▶ [LISTED ENTRIES]
━━━━━━━━━━━━━━━━━━━━━━━━━━━━━━
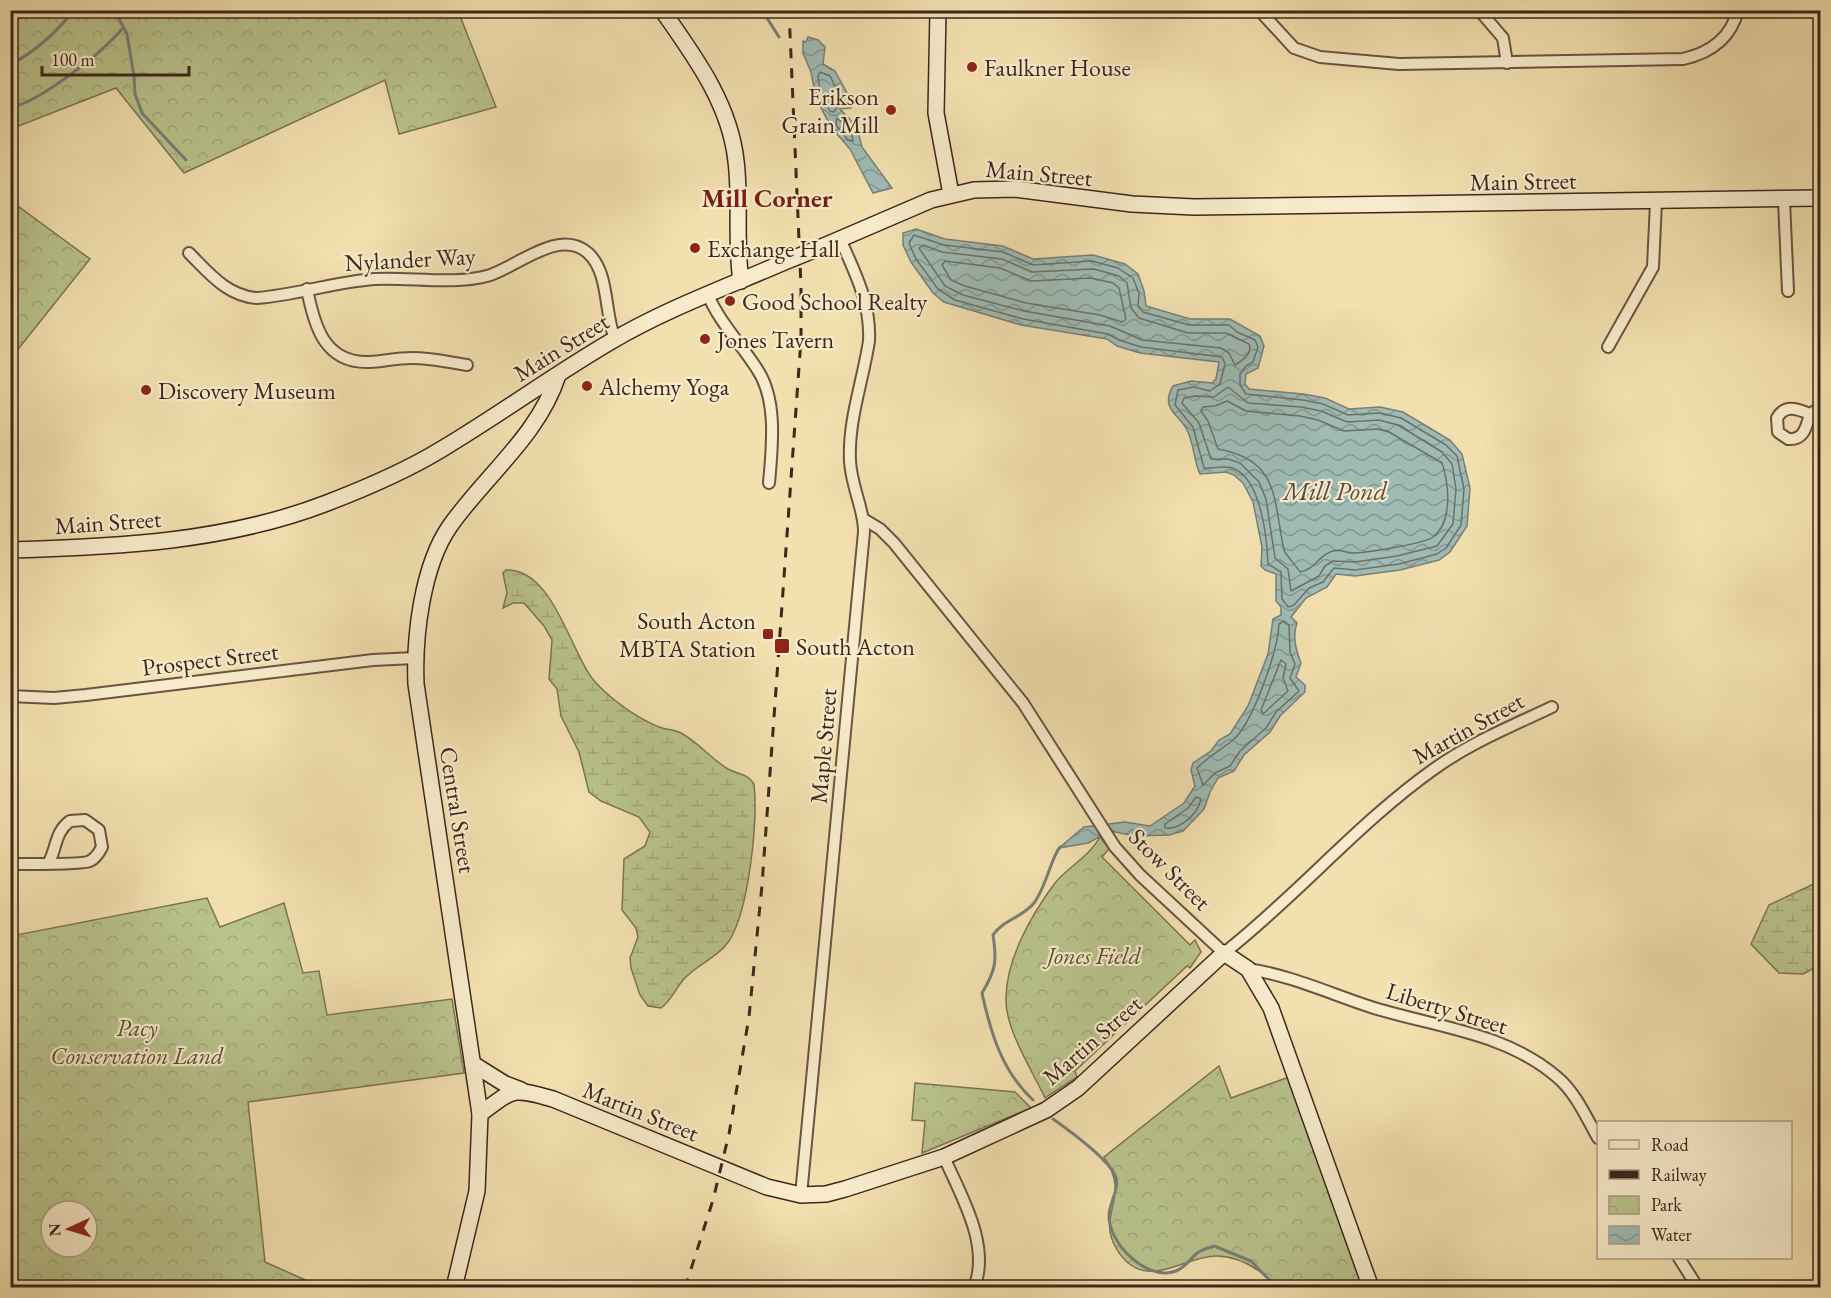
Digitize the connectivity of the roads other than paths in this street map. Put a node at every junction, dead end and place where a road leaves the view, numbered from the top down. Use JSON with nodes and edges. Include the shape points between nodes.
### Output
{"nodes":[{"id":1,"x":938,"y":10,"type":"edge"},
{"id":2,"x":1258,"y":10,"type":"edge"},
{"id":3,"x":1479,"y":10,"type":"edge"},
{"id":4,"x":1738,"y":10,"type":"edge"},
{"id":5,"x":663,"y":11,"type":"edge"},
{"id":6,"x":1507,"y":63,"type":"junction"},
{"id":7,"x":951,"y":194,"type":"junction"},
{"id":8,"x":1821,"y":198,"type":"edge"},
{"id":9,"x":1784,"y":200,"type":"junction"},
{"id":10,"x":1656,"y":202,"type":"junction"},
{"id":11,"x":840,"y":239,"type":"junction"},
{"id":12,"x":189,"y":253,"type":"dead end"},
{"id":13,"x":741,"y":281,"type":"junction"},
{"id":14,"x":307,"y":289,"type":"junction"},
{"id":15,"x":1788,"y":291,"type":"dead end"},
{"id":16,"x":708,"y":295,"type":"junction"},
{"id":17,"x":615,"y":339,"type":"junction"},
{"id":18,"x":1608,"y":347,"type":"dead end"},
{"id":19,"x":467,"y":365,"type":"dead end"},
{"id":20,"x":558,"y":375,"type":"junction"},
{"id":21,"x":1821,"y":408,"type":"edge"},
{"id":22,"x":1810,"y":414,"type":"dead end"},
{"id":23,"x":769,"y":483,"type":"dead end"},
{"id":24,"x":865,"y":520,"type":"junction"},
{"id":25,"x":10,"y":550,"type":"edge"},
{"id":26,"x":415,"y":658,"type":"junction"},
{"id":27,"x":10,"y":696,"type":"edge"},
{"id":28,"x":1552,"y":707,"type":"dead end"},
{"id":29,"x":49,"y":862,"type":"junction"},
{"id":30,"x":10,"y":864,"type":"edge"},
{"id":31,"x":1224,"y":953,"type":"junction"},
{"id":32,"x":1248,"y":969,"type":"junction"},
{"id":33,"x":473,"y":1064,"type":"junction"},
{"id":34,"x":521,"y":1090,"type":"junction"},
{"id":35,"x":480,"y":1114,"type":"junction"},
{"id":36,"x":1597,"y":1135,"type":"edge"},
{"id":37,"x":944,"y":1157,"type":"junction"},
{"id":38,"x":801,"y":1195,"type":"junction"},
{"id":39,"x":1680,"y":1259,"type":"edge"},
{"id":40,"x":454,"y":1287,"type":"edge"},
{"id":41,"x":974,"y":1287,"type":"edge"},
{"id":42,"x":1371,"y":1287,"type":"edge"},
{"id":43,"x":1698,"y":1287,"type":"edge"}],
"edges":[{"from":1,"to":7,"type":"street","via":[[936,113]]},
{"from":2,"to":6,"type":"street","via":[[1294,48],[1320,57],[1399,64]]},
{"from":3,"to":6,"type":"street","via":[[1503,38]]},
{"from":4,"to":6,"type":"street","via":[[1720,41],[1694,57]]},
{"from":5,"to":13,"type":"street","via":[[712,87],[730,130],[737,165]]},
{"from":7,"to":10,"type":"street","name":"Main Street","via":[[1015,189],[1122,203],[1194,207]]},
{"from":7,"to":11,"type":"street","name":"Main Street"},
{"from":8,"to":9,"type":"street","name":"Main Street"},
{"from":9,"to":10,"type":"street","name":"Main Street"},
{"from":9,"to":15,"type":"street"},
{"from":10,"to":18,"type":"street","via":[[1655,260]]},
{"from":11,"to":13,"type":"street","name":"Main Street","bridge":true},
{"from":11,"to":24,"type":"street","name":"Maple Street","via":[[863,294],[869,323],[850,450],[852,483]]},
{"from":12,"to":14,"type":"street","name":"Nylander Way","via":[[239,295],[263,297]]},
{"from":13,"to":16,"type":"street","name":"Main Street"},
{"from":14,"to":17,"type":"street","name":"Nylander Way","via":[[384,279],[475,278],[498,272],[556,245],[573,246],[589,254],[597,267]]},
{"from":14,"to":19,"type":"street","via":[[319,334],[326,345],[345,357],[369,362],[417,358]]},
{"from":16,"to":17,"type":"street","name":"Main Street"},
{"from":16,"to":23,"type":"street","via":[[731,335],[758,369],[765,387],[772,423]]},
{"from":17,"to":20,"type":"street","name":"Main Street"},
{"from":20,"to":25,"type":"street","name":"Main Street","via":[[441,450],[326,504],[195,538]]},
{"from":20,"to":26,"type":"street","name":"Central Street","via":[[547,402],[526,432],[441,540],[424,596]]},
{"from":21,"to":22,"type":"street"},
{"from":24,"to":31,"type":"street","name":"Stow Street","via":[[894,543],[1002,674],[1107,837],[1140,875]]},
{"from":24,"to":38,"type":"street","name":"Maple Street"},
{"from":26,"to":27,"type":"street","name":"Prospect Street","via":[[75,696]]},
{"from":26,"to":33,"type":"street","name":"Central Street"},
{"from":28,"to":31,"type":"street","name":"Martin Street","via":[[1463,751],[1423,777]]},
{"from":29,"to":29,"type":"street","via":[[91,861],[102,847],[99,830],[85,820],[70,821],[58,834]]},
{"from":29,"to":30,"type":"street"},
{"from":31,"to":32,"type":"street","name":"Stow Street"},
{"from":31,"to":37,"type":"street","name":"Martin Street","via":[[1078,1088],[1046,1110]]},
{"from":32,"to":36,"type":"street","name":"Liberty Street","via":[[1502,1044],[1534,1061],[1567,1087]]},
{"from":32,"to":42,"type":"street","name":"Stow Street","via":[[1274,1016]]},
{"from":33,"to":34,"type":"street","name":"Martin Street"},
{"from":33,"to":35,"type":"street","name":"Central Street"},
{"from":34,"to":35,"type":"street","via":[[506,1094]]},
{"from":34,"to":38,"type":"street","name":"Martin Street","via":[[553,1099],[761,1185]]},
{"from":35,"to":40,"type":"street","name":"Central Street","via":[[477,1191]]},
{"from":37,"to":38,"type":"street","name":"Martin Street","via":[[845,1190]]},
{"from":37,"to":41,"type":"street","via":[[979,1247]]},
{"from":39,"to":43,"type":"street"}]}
━━━━━━━━━━━━━━━━━━━━━━━━━━━━━━
▶ [WORK REQUEST]
The material above is to be transcribed exactly, with all pictures omitted.

▶ [ANSWER BELOW]
Digitize the connectivity of the roads other than paths in this street map. Put a node at every junction, dead end and place where a road leaves the view, numbered from the top down. Use JSON with nodes and edges. Include the shape points between nodes.
### Output
{"nodes":[{"id":1,"x":938,"y":10,"type":"edge"},
{"id":2,"x":1258,"y":10,"type":"edge"},
{"id":3,"x":1479,"y":10,"type":"edge"},
{"id":4,"x":1738,"y":10,"type":"edge"},
{"id":5,"x":663,"y":11,"type":"edge"},
{"id":6,"x":1507,"y":63,"type":"junction"},
{"id":7,"x":951,"y":194,"type":"junction"},
{"id":8,"x":1821,"y":198,"type":"edge"},
{"id":9,"x":1784,"y":200,"type":"junction"},
{"id":10,"x":1656,"y":202,"type":"junction"},
{"id":11,"x":840,"y":239,"type":"junction"},
{"id":12,"x":189,"y":253,"type":"dead end"},
{"id":13,"x":741,"y":281,"type":"junction"},
{"id":14,"x":307,"y":289,"type":"junction"},
{"id":15,"x":1788,"y":291,"type":"dead end"},
{"id":16,"x":708,"y":295,"type":"junction"},
{"id":17,"x":615,"y":339,"type":"junction"},
{"id":18,"x":1608,"y":347,"type":"dead end"},
{"id":19,"x":467,"y":365,"type":"dead end"},
{"id":20,"x":558,"y":375,"type":"junction"},
{"id":21,"x":1821,"y":408,"type":"edge"},
{"id":22,"x":1810,"y":414,"type":"dead end"},
{"id":23,"x":769,"y":483,"type":"dead end"},
{"id":24,"x":865,"y":520,"type":"junction"},
{"id":25,"x":10,"y":550,"type":"edge"},
{"id":26,"x":415,"y":658,"type":"junction"},
{"id":27,"x":10,"y":696,"type":"edge"},
{"id":28,"x":1552,"y":707,"type":"dead end"},
{"id":29,"x":49,"y":862,"type":"junction"},
{"id":30,"x":10,"y":864,"type":"edge"},
{"id":31,"x":1224,"y":953,"type":"junction"},
{"id":32,"x":1248,"y":969,"type":"junction"},
{"id":33,"x":473,"y":1064,"type":"junction"},
{"id":34,"x":521,"y":1090,"type":"junction"},
{"id":35,"x":480,"y":1114,"type":"junction"},
{"id":36,"x":1597,"y":1135,"type":"edge"},
{"id":37,"x":944,"y":1157,"type":"junction"},
{"id":38,"x":801,"y":1195,"type":"junction"},
{"id":39,"x":1680,"y":1259,"type":"edge"},
{"id":40,"x":454,"y":1287,"type":"edge"},
{"id":41,"x":974,"y":1287,"type":"edge"},
{"id":42,"x":1371,"y":1287,"type":"edge"},
{"id":43,"x":1698,"y":1287,"type":"edge"}],
"edges":[{"from":1,"to":7,"type":"street","via":[[936,113]]},
{"from":2,"to":6,"type":"street","via":[[1294,48],[1320,57],[1399,64]]},
{"from":3,"to":6,"type":"street","via":[[1503,38]]},
{"from":4,"to":6,"type":"street","via":[[1720,41],[1694,57]]},
{"from":5,"to":13,"type":"street","via":[[712,87],[730,130],[737,165]]},
{"from":7,"to":10,"type":"street","name":"Main Street","via":[[1015,189],[1122,203],[1194,207]]},
{"from":7,"to":11,"type":"street","name":"Main Street"},
{"from":8,"to":9,"type":"street","name":"Main Street"},
{"from":9,"to":10,"type":"street","name":"Main Street"},
{"from":9,"to":15,"type":"street"},
{"from":10,"to":18,"type":"street","via":[[1655,260]]},
{"from":11,"to":13,"type":"street","name":"Main Street","bridge":true},
{"from":11,"to":24,"type":"street","name":"Maple Street","via":[[863,294],[869,323],[850,450],[852,483]]},
{"from":12,"to":14,"type":"street","name":"Nylander Way","via":[[239,295],[263,297]]},
{"from":13,"to":16,"type":"street","name":"Main Street"},
{"from":14,"to":17,"type":"street","name":"Nylander Way","via":[[384,279],[475,278],[498,272],[556,245],[573,246],[589,254],[597,267]]},
{"from":14,"to":19,"type":"street","via":[[319,334],[326,345],[345,357],[369,362],[417,358]]},
{"from":16,"to":17,"type":"street","name":"Main Street"},
{"from":16,"to":23,"type":"street","via":[[731,335],[758,369],[765,387],[772,423]]},
{"from":17,"to":20,"type":"street","name":"Main Street"},
{"from":20,"to":25,"type":"street","name":"Main Street","via":[[441,450],[326,504],[195,538]]},
{"from":20,"to":26,"type":"street","name":"Central Street","via":[[547,402],[526,432],[441,540],[424,596]]},
{"from":21,"to":22,"type":"street"},
{"from":24,"to":31,"type":"street","name":"Stow Street","via":[[894,543],[1002,674],[1107,837],[1140,875]]},
{"from":24,"to":38,"type":"street","name":"Maple Street"},
{"from":26,"to":27,"type":"street","name":"Prospect Street","via":[[75,696]]},
{"from":26,"to":33,"type":"street","name":"Central Street"},
{"from":28,"to":31,"type":"street","name":"Martin Street","via":[[1463,751],[1423,777]]},
{"from":29,"to":29,"type":"street","via":[[91,861],[102,847],[99,830],[85,820],[70,821],[58,834]]},
{"from":29,"to":30,"type":"street"},
{"from":31,"to":32,"type":"street","name":"Stow Street"},
{"from":31,"to":37,"type":"street","name":"Martin Street","via":[[1078,1088],[1046,1110]]},
{"from":32,"to":36,"type":"street","name":"Liberty Street","via":[[1502,1044],[1534,1061],[1567,1087]]},
{"from":32,"to":42,"type":"street","name":"Stow Street","via":[[1274,1016]]},
{"from":33,"to":34,"type":"street","name":"Martin Street"},
{"from":33,"to":35,"type":"street","name":"Central Street"},
{"from":34,"to":35,"type":"street","via":[[506,1094]]},
{"from":34,"to":38,"type":"street","name":"Martin Street","via":[[553,1099],[761,1185]]},
{"from":35,"to":40,"type":"street","name":"Central Street","via":[[477,1191]]},
{"from":37,"to":38,"type":"street","name":"Martin Street","via":[[845,1190]]},
{"from":37,"to":41,"type":"street","via":[[979,1247]]},
{"from":39,"to":43,"type":"street"}]}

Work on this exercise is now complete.